Show every line in the entries below where the word "East" appears.

##########

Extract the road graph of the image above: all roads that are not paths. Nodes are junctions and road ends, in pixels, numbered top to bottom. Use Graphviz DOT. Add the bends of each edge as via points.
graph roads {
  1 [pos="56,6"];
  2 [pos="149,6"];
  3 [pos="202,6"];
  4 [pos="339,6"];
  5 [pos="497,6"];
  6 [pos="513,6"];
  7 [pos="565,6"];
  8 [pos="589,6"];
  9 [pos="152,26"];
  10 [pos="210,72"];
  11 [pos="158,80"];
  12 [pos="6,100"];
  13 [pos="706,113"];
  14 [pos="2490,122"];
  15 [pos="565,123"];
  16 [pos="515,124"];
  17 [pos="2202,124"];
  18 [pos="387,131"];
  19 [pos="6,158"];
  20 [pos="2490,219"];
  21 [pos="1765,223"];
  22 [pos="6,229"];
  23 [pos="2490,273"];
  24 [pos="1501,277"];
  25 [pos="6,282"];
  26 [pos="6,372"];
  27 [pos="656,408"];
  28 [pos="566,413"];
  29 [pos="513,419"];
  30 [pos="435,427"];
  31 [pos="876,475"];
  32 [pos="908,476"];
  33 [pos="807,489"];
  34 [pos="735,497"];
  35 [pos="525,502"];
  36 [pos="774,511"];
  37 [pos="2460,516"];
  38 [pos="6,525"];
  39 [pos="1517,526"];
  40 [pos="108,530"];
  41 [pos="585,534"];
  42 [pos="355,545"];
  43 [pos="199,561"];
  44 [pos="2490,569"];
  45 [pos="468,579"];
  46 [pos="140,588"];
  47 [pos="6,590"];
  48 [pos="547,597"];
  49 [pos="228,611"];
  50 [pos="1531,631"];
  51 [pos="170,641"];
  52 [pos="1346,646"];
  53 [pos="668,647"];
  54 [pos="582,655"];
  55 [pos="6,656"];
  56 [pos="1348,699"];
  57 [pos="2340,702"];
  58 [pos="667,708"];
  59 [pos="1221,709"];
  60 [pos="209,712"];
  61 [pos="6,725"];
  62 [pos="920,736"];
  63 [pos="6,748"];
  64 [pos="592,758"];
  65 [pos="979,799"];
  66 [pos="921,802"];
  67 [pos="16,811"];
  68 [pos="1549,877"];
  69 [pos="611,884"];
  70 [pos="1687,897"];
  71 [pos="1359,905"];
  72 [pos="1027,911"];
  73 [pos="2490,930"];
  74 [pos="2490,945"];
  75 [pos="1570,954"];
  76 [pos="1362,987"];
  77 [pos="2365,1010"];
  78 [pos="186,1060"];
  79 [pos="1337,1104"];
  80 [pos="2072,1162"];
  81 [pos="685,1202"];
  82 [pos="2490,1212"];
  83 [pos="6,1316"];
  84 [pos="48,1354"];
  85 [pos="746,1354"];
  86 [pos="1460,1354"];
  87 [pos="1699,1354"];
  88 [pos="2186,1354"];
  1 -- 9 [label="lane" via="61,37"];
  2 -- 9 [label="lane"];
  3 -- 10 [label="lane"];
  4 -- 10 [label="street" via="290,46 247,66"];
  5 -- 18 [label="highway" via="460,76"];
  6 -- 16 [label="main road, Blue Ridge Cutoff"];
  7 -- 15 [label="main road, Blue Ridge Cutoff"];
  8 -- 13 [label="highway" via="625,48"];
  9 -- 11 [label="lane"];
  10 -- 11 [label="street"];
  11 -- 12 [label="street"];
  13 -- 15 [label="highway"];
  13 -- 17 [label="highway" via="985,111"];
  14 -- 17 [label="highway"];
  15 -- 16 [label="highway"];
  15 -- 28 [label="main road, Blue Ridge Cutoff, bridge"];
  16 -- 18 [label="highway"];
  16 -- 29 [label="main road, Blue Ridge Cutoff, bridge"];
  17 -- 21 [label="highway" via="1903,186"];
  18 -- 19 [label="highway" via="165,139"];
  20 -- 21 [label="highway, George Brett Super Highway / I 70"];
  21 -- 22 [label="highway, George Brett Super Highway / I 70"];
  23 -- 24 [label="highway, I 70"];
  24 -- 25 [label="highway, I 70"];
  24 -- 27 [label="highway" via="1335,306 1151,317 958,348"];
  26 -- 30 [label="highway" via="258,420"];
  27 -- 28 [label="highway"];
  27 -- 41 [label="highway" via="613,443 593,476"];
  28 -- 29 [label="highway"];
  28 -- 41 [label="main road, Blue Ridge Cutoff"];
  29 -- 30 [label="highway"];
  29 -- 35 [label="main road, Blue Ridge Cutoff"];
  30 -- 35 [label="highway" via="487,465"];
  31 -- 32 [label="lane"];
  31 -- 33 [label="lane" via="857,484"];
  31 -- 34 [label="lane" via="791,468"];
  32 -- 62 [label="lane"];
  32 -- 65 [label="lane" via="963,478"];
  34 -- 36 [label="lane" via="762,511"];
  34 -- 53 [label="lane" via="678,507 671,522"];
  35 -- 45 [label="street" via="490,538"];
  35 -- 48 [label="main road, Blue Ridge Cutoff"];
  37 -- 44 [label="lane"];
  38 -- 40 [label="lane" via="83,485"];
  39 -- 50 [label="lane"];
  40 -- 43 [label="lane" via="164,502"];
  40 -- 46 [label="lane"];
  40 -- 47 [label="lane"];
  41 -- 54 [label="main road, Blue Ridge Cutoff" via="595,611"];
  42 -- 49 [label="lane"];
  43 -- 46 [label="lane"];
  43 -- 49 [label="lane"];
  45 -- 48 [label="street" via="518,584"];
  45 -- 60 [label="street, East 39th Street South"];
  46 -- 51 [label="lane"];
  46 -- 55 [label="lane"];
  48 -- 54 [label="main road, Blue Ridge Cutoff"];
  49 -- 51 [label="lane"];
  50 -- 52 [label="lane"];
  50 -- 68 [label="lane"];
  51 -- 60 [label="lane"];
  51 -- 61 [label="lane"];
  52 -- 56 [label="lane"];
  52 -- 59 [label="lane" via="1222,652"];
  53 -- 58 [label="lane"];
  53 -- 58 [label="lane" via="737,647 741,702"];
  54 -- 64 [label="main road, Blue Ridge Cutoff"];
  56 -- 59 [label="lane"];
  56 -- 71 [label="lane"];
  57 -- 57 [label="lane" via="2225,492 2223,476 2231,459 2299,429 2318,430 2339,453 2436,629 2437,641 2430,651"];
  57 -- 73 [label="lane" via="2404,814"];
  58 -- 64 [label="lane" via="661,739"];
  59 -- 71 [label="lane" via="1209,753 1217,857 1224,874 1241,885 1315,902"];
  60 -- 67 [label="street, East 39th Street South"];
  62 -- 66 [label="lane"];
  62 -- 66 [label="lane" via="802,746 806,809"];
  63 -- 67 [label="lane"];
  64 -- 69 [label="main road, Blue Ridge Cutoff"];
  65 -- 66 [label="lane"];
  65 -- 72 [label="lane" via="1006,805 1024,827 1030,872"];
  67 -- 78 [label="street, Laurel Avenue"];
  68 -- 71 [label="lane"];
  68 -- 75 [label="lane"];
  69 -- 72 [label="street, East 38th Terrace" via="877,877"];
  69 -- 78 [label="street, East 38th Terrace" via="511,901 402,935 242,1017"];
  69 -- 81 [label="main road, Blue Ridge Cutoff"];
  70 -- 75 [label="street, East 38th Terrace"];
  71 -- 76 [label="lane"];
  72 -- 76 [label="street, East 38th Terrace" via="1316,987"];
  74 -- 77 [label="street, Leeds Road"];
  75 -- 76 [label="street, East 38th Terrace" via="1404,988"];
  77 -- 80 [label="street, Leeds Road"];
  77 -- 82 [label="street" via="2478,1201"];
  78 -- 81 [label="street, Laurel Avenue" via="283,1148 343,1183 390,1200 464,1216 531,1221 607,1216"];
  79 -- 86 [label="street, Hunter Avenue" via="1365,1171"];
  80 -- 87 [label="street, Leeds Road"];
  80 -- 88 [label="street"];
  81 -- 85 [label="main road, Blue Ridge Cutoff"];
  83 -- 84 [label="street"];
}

##########

• **REPLY TO THE EXERCISE**
  45 -- 60 [label="street, East 39th Street South"];
  60 -- 67 [label="street, East 39th Street South"];
  69 -- 72 [label="street, East 38th Terrace" via="877,877"];
  69 -- 78 [label="street, East 38th Terrace" via="511,901 402,935 242,1017"];
  70 -- 75 [label="street, East 38th Terrace"];
  72 -- 76 [label="street, East 38th Terrace" via="1316,987"];
  75 -- 76 [label="street, East 38th Terrace" via="1404,988"];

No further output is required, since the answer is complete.